During the 1980s, the Pinto (car, not bean) was still on the pole at Sexton’s, Joe McCoy became pastor of the First Baptist Maynardville, I graduated high school, enrolled in college, Jeopardy returned to television, I received a Bachelor’s degree, got my first teaching job, and fell truly and madly in love for the first time. Reagan was president, and I believed then and still feel that he was the Lincoln of my lifetime. For a Lincoln enthusiast like me, being enrolled in a college named for him and surrounded by historical artifacts of his life and the Civil War was heaven on earth. Even the music of the 1980s couldn’t be beat!
I daresay there aren’t many people who remember Art Fleming hosting Jeopardy. Indeed, I’d say that most people believe that Alex Trebek always hosted the show up until his death a few months ago. I first remember Alex Trebek as host of another television game show, High Rollers. He displayed the same warm geniality on High Rollers that made his years of hosting Jeopardy so enjoyable to a generation of loyal viewers. If you go on YouTube and access the July 4, 1975 episode of High Rollers (Source: https://www.youtube.com/watch?v=Qt9ZNqy-ZDM, Retrieved April 6, 2021), you will see Alex Trebek in an afro! On that episode, I found it interesting that one of the prizes was a thousand gallons of gasoline! That was a herald back to the energy crisis of the 1970s. I wouldn’t mind winning that prize right now myself, especially in light of the recent hike in gasoline prices in just one month!
Interestingly, I learned from YouTube that both Alex Trebek and Art Fleming died from the same cause (Source: https://www.youtube.com/watch?v=EaODdqk0DkI, Retrieved April 6, 2021). Since Alex Trebek’s passing, Jeopardy has seen several guest hosts, and it seems there are several more to come in the next few weeks. It reminds me of the search for a new pastor in a Baptist church. It seems that churches looking for a pastor usually do one of two things—jump at the first candidate due to uncertainty/insecurity, or try out so many potential pastors that it seems forever before a new pastor is elected. The First Baptist of Maynardville has gone through ten men who have served as either pastors or interim pastors during my 55 year life span. It seems Jeopardy is now destined to go through that same number of guest hosts in less than one year!

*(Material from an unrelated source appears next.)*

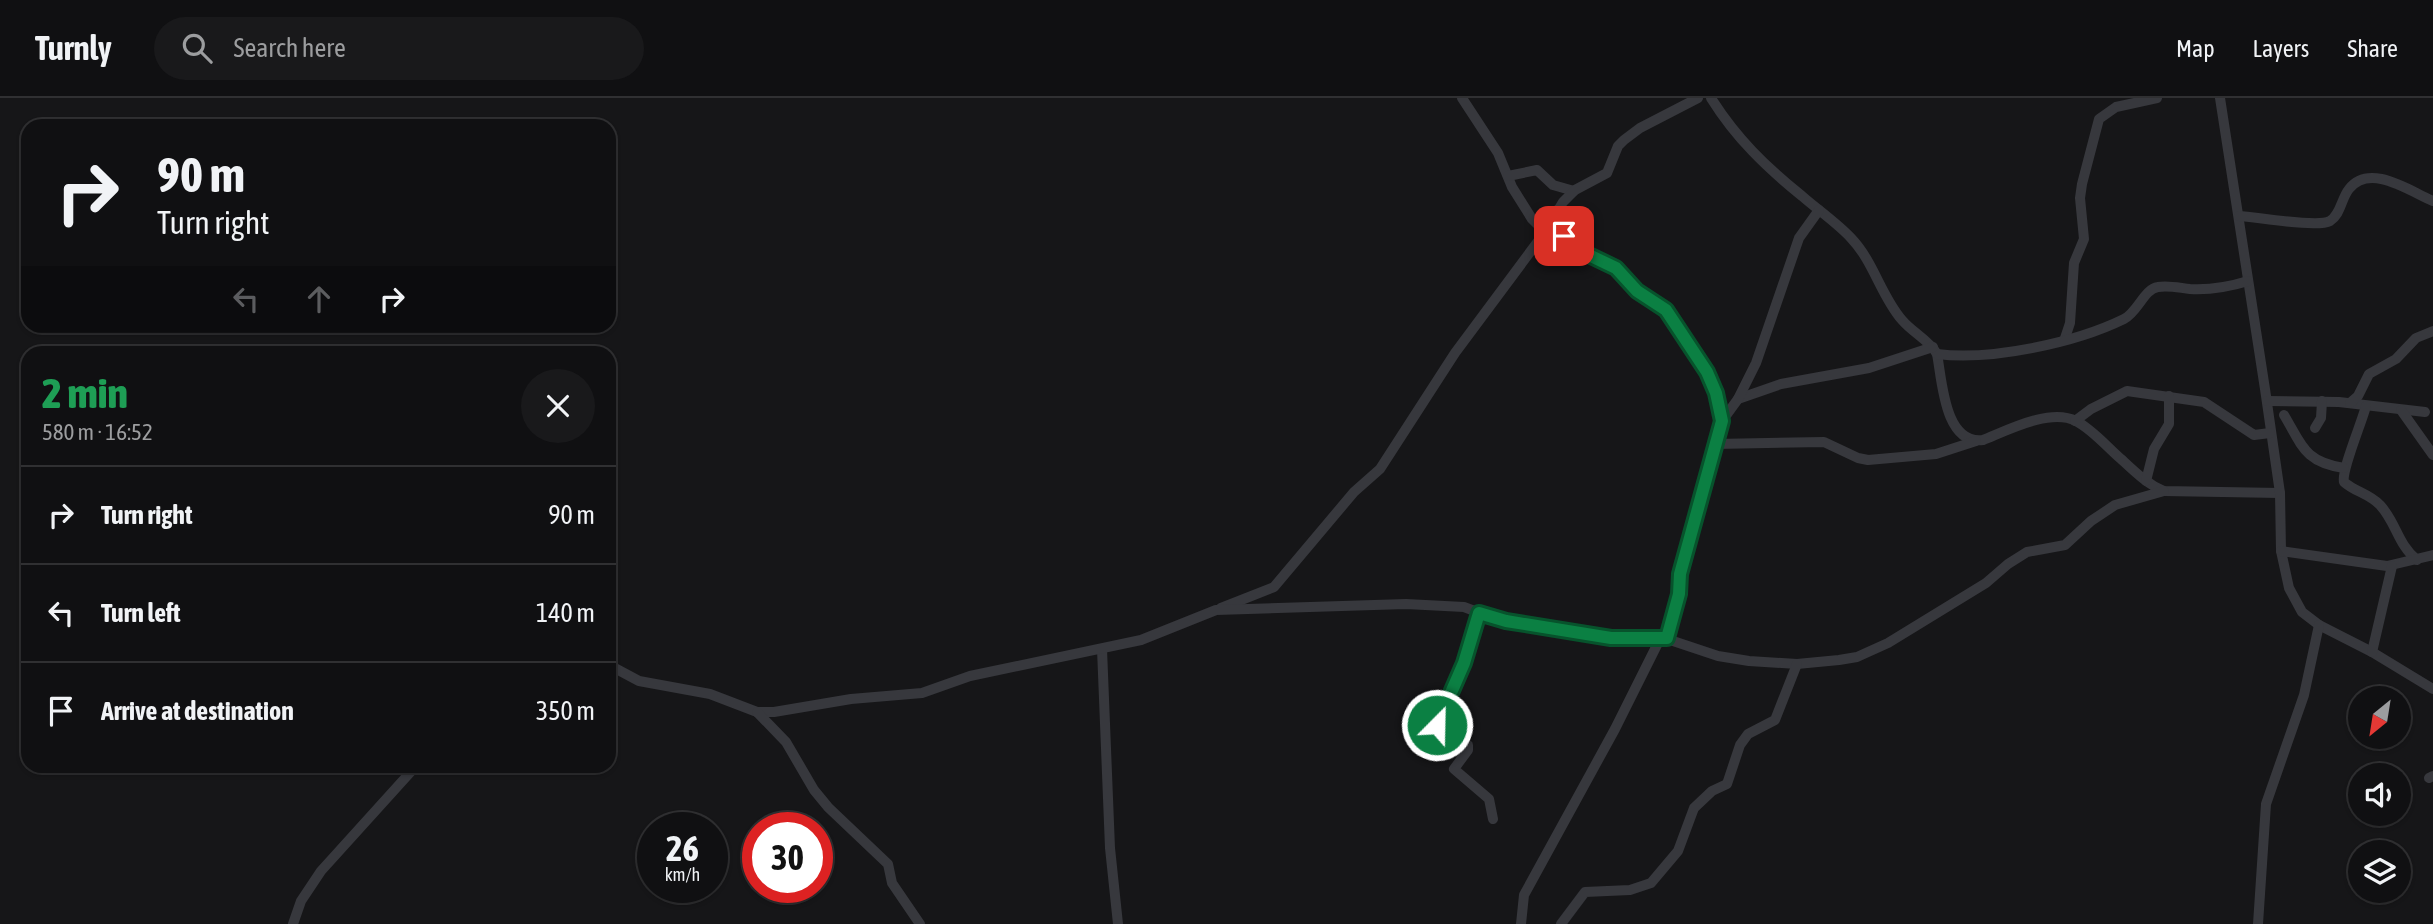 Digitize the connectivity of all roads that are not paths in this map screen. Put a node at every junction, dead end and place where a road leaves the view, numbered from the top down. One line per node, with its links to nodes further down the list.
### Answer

In closing, it seems life is in so many ways a game of Jeopardy. We don’t know which categories will pop up, and we don’t always know our fellow contestants. Just when we think we have it licked, a new game presents new categories and contestants who compete with us for final jeopardy. These changes are inevitable, so we have two choices—adapt and enjoy, or resist and be miserable. Sometimes to forge ahead, perhaps we need to seek a new game show on which to compete.